OWL resources range from rhetorical approaches to writing, document organization, and sentence-level work, such as clarity. For specific examples of writing tasks, see our Common Writing Tasks area. This work is licensed under a Creative Commons Attribution-NonCommercial-NoDerivs 3.0 Unported License. The four main types of academic writing are descriptive, analytical, persuasive and critical.
Each of these types of writing has specific characteristics and purposes of language. Examples of other academic conventions to follow include proper use of titles and subtitles, spelling acronyms correctly when used for the first time in text, avoiding jargon or colloquial language, avoiding emotive language or unsupported declarative statements, avoiding contractions, and using pronouns first person and second person only when necessary. Specialized language or jargon are common and often necessary in academic writing, which is usually addressed to an audience of other scholars in related fields. Given the relatively specialized nature of academic writing, it can seem overwhelming when you start.

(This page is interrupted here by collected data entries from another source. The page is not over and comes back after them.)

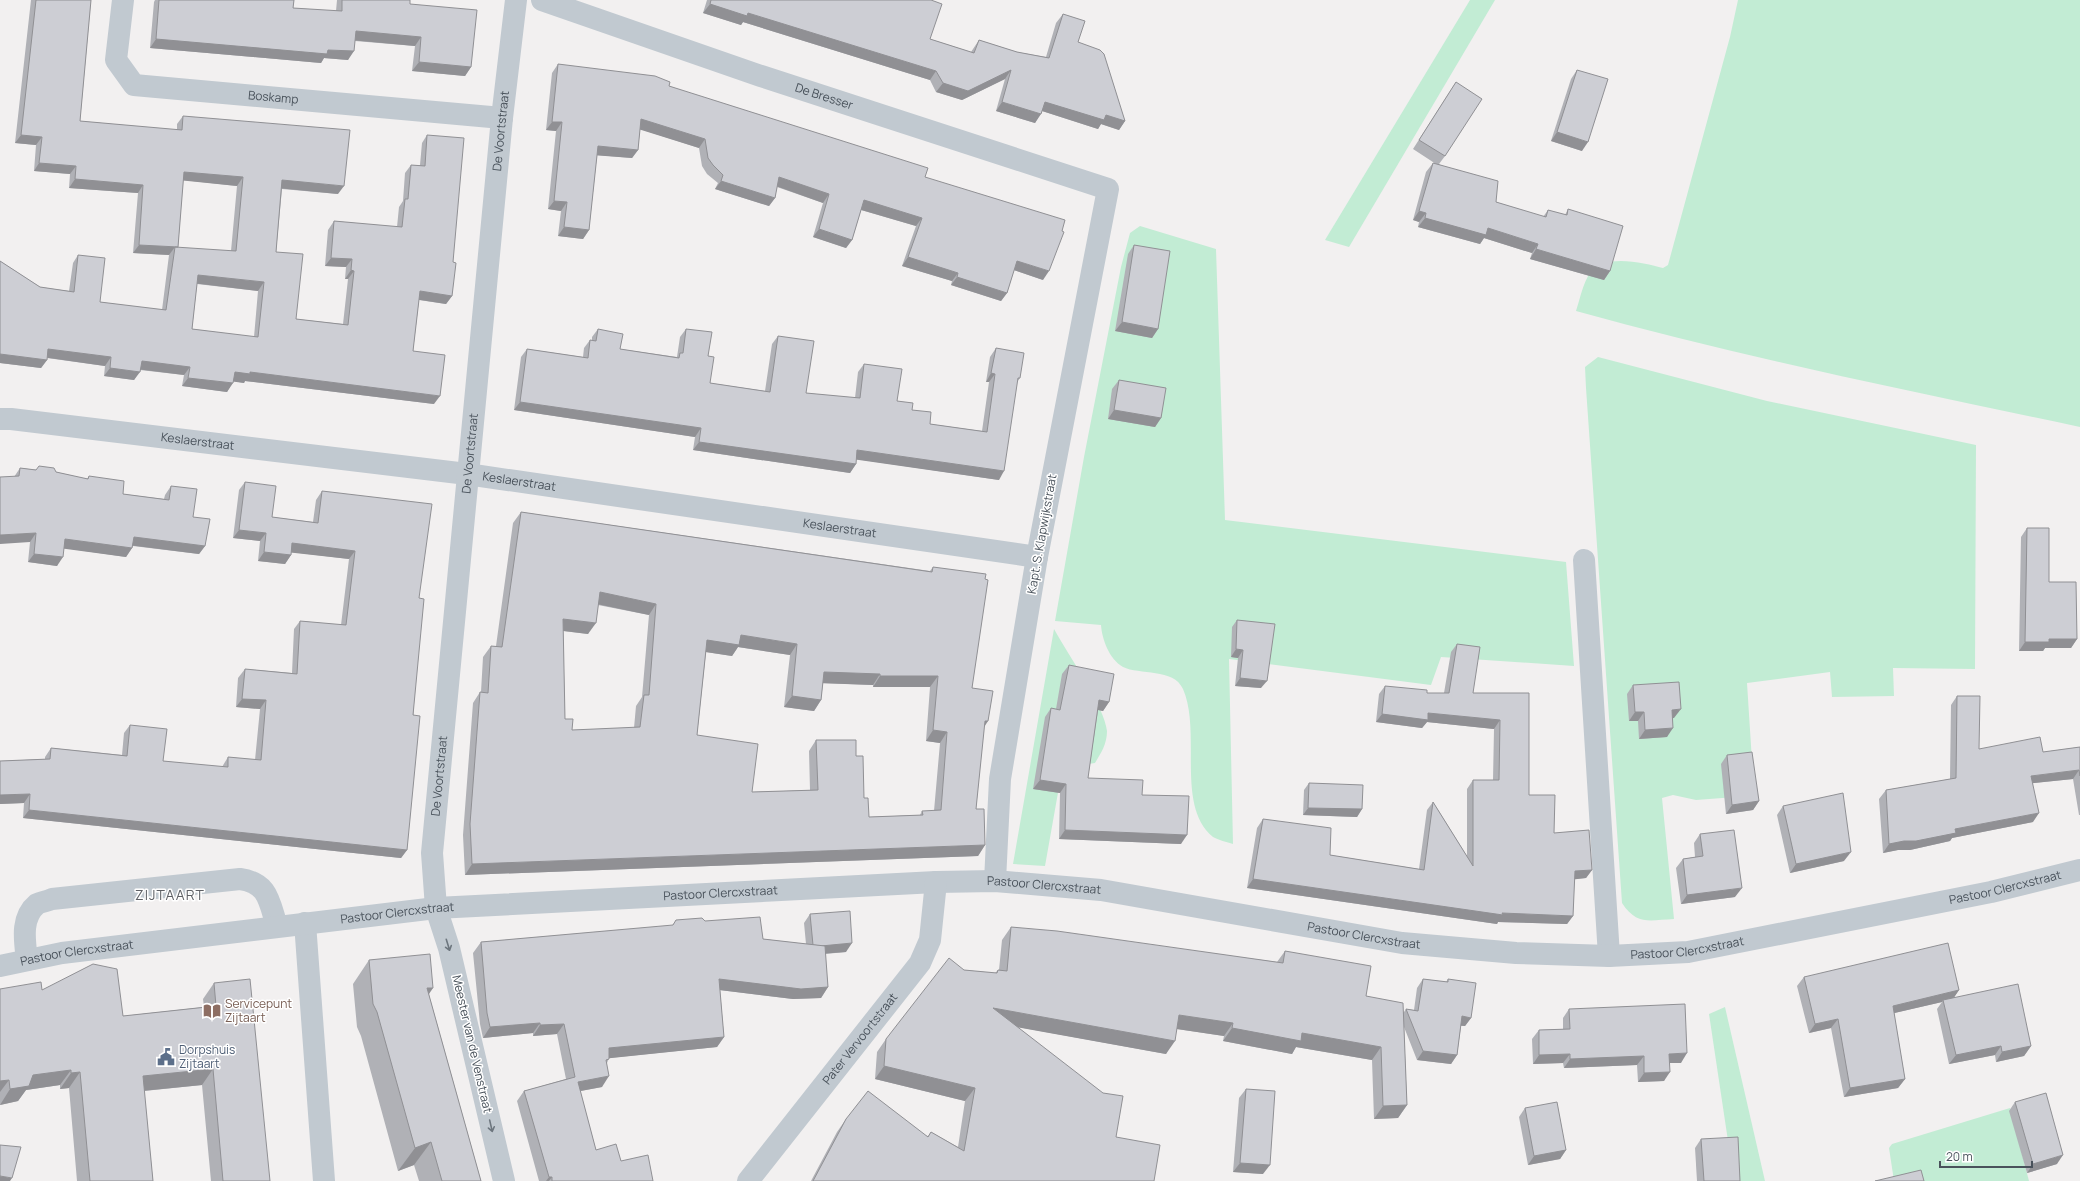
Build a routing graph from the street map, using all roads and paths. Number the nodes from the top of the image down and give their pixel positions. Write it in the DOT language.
graph roads {
  1 [pos="123,0"];
  2 [pos="516,0"];
  3 [pos="542,0"];
  4 [pos="502,118"];
  5 [pos="1108,189"];
  6 [pos="0,419"];
  7 [pos="467,474"];
  8 [pos="1037,557"];
  9 [pos="1584,560"];
  10 [pos="2080,870"];
  11 [pos="995,881"];
  12 [pos="936,882"];
  13 [pos="436,908"];
  14 [pos="305,923"];
  15 [pos="277,926"];
  16 [pos="1609,956"];
  17 [pos="27,960"];
  18 [pos="0,966"];
  19 [pos="324,1181"];
  20 [pos="504,1181"];
  21 [pos="748,1181"];
  1 -- 4 [label="street, Boskamp"];
  2 -- 4 [label="street, De Voortstraat"];
  3 -- 5 [label="street, De Bresser"];
  4 -- 7 [label="street, De Voortstraat"];
  5 -- 8 [label="street, Kapt. S. Klapwijkstraat"];
  6 -- 7 [label="street, Keslaerstraat"];
  7 -- 8 [label="street, Keslaerstraat"];
  7 -- 13 [label="street, De Voortstraat"];
  8 -- 11 [label="street, Kapt. S. Klapwijkstraat"];
  9 -- 16 [label="street"];
  10 -- 16 [label="street, Pastoor Clercxstraat"];
  11 -- 12 [label="street, Pastoor Clercxstraat"];
  11 -- 16 [label="street, Pastoor Clercxstraat"];
  12 -- 13 [label="street, Pastoor Clercxstraat"];
  12 -- 21 [label="street, Pater Vervoortstraat"];
  13 -- 14 [label="street, Pastoor Clercxstraat"];
  13 -- 20 [label="street, Meester van de Venstraat, one-way"];
  14 -- 15 [label="street, Pastoor Clercxstraat"];
  14 -- 19 [label="street"];
  15 -- 17 [label="street, Pastoor Clercxstraat"];
  15 -- 17 [label="street"];
  17 -- 18 [label="street, Pastoor Clercxstraat"];
}
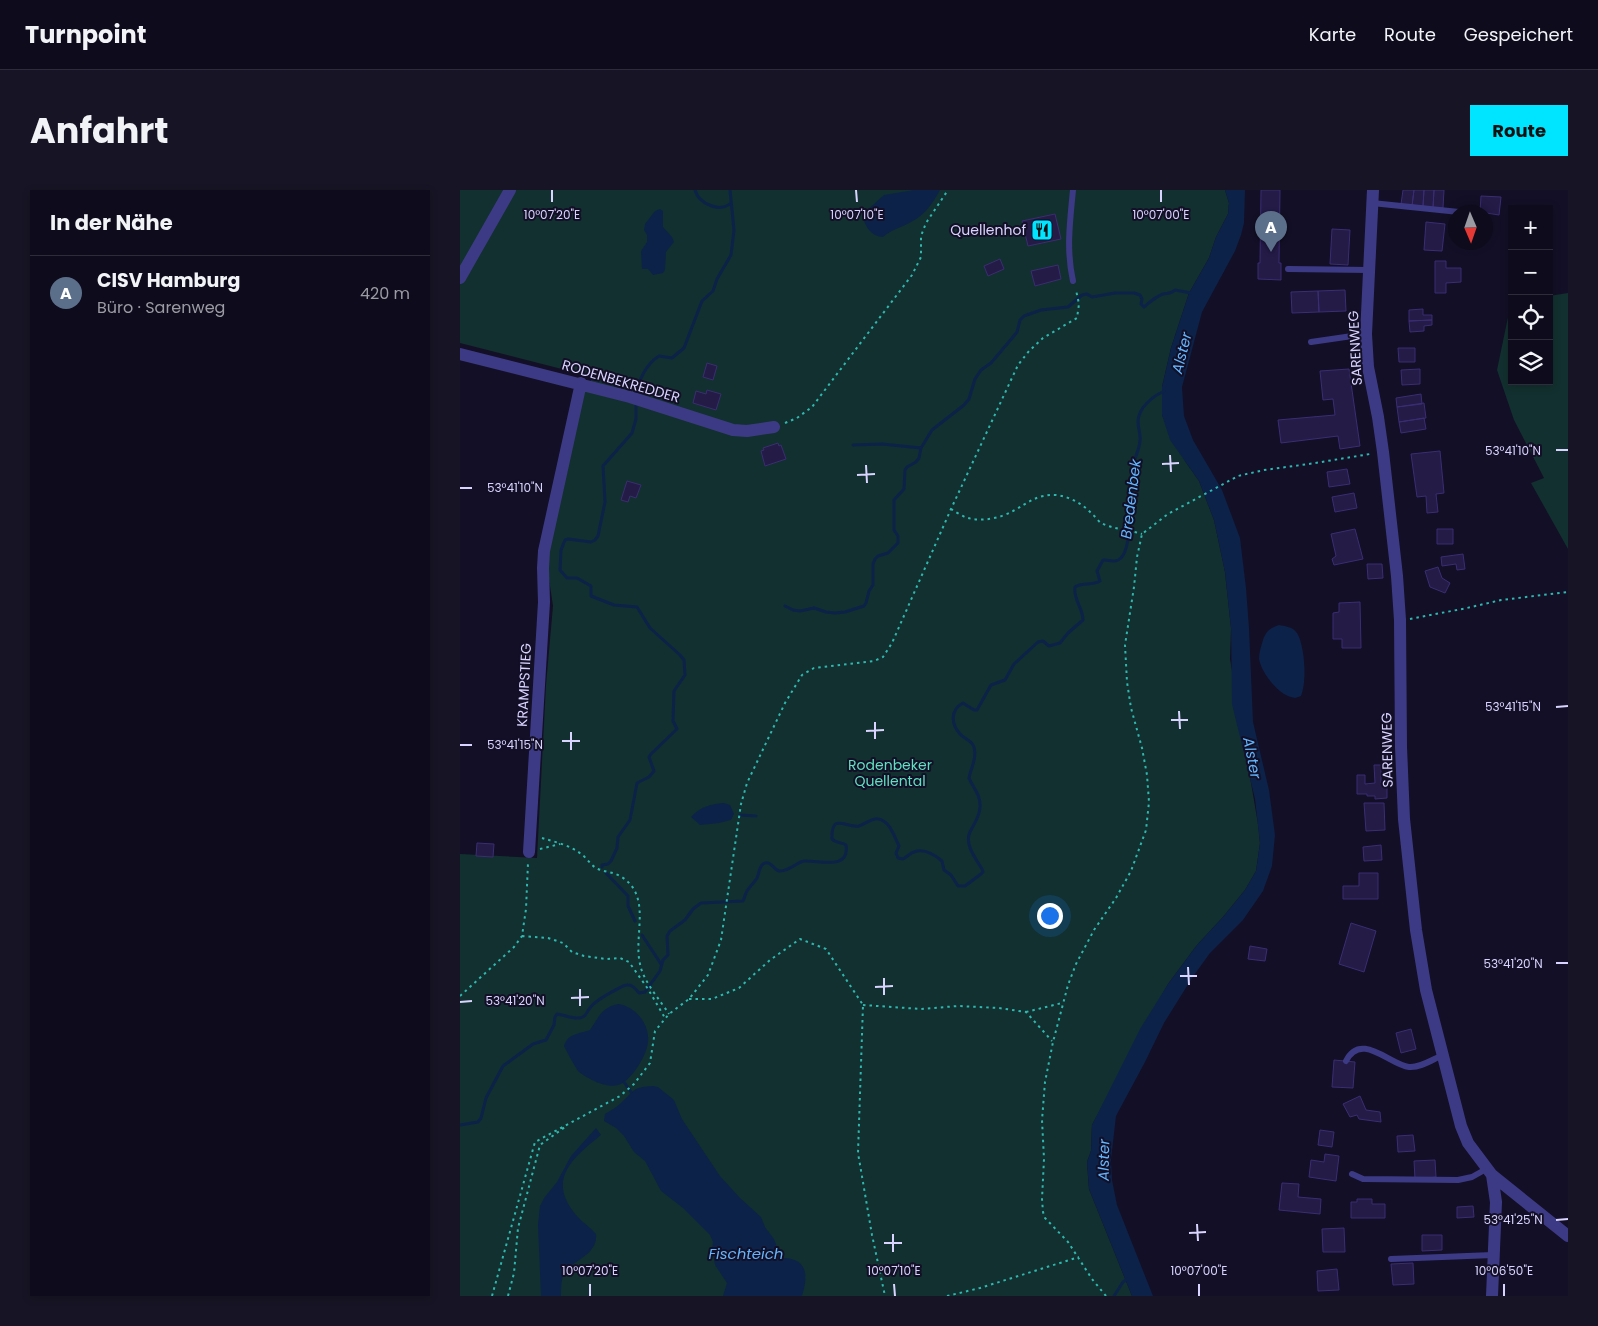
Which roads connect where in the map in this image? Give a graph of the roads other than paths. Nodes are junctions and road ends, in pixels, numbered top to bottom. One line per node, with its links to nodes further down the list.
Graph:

The formal style used in academic writing ensures that research is presented consistently across texts, so that studies can be objectively evaluated and compared with other research. There are words and placements that are used in academic writing more frequently than in non-academic writing, and researchers have developed lists of these words and phrases to help students of academic English, such as the Academic Word List, the Academic Vocabulary List, and the Academic Placement List. Academic writing follows the same writing process as other types of texts, but has specific conventions in terms of content, structure, and style. This page considers what academic writing is, analyzes in detail the main characteristics of academic writing and suggests ways to develop academic writing.
Whether you're writing a research paper, a thesis, or a conference paper, these tips can help you approach your academic writing tasks and projects from the right perspective. While this is not an exhaustive list of all the possible forms that academic writing can take, it does contain the most common types. Yes, it's appropriate that you use specialized language and a formal style of expression in academic writing, but it doesn't mean using big words just for doing so. However, most academic writings share certain key principles aimed at helping to convey information as effectively as possible.
By reading academic journals or texts, you can develop a better understanding of the characteristics that make academic writing different from other forms of writing. In most academic writing, it is required to go at least one step beyond analytical writing, to persuasive writing. Academic writing refers to a style of expression that researchers use to define the intellectual boundaries of their disciplines and specific areas of specialization. While specific requirements may vary depending on the particular form of academic writing or the class or publication for which a work is produced, some characteristics are common to all academic writing.